WHERE: The Store X, 180 The Strand, WC2R IEA
WHEN: October 2 through December 9.
WHAT: The Argentinean-born, New York-based artist Mika Rottenberg was director Sarah McCrory’s first choice for the inaugural show at Goldsmiths CCA. Rottenberg’s surreal installations and video are a surprisingly good fit in the art college’s new Kunsthalle. The frying pans that hiss when water drops from the ceiling of a water tank turned black-box gallery sum up the dark humor in much of her work.
With an eye that sees the bizarre in the mundane, Rottenberg reveals the hidden, mainly female, labor required to keep the wheels of globalization turning. NoNoseKnows is about sorting pearls on a production line. Kinetic works include the perpetually flicking PonyTail and BallBowlsSoulsHoles featuring a bingo caller’s machine and a scoreboard that turns constantly along with the wall where they are mounted. Rottenberg says her art is about “taking something to an extreme to examine it.” Those extremes link a factory in China to the US-Mexico border wall. In the age of Trump and trade wars, her work is spookily topical.
WHERE: Goldsmiths Centre for Contemporary Art, New Cross, SE1 9TG
WHEN: September 6 through November 4.
WHAT: The Hayward’s latest off-the-wall show would be worth visiting for the return of Richard Wilson’s sump-oil installation 20:50 alone. Its mirror surface looks as mesmerizing as ever, accompanied by a sculpture made of more conventional reflective surfaces by Jeppe Hein, Anish Kapoor, Alicja Kwade, and Yayoi Kusama, among others.

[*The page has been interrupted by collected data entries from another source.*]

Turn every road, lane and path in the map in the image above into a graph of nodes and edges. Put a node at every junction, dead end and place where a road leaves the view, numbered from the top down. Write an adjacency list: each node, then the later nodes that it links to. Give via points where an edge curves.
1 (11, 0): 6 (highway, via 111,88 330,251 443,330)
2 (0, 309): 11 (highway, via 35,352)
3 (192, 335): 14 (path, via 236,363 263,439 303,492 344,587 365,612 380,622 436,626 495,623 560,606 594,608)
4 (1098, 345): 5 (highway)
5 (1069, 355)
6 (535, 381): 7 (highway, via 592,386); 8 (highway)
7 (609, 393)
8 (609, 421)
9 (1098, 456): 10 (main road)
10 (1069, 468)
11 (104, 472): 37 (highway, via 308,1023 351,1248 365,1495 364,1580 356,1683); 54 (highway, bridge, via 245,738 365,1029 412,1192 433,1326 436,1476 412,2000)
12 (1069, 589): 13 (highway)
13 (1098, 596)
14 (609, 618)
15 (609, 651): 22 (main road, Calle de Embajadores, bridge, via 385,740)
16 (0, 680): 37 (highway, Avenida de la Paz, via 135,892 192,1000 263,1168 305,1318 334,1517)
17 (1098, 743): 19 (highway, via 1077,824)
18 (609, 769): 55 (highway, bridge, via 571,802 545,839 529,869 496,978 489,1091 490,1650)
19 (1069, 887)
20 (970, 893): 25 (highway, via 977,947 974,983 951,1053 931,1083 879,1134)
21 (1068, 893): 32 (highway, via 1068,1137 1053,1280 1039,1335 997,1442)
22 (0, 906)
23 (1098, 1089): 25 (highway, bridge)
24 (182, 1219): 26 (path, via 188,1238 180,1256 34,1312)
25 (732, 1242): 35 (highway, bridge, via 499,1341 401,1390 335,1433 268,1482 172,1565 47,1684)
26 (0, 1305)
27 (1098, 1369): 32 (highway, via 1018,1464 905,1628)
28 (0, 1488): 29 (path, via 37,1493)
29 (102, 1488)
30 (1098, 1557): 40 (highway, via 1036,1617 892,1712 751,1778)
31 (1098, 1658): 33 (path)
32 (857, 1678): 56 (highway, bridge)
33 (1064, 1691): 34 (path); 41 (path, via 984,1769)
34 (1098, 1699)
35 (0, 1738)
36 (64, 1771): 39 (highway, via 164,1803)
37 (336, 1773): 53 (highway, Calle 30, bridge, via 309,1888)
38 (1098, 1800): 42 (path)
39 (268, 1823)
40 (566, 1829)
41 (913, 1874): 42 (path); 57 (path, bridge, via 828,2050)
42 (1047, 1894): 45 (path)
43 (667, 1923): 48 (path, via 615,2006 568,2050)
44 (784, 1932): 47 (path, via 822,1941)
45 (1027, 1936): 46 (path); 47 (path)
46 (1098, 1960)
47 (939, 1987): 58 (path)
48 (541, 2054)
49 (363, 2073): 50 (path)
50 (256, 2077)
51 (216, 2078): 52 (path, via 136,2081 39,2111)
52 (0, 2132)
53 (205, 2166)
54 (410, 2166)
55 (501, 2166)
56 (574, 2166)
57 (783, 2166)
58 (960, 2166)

Works by 20 artists play with perceptions of space. Historic Light and Space pieces infuse the concrete galleries with a sense of southern California through works by De Wain Valentine, Helen Pashgian, and Robert Irwin’ s monumental Untitled (Acrylic Column) (1969–2011). Organized by the Hayward’s senior curator Cliff Lauson, with assistant curator Tarini Malik, and curatorial assistant Thomas Sutton, the exhibition ensures that the gallery’s 50th anniversary year ends on high.
WHERE: Hayward Gallery, South Bank, SE1 8XX
WHEN: September 26 through January 6, 2019.
WHAT: This sweeping survey of the art of Australasia, Melanesia, Micronesia, and Polynesia takes Captain James Cook’s voyages of discovering 250 years ago as its starting point but brings the story up to date with contributions from leading contemporary artists from the vast region.
Many long-hidden treasures from Europe’s great ethnographic collections, including feathered sculpture and carved canoes, are juxtaposed with contemporary works that explore the fraught history of European contact. Mata Aho Collective, a group of four Māori female artists, will present Kiko Moana (2017). The blue tarpaulin hanging, which is folded, stitched, and slashed, was last seen at in documenta14 in Kassel. Photographer Fiona Pardington, who is of Māori and Scottish descent, is showing images of life casts of tattooed ancestors collected by a 19th-century French phrenologist. The originals are in the Musée de l’Homme in Paris. The standout contemporary work is a digital mural of Cook’s first encounter with New Zealand’s indigenous population. Lisa Reihana’s Pursuit of Venus [Infected] (2015–17) was a talking point at the 2017 Venice Biennale.
WHERE: Royal Academy of Arts, Piccadilly, W1J OBD
WHEN: September 29 through December 10.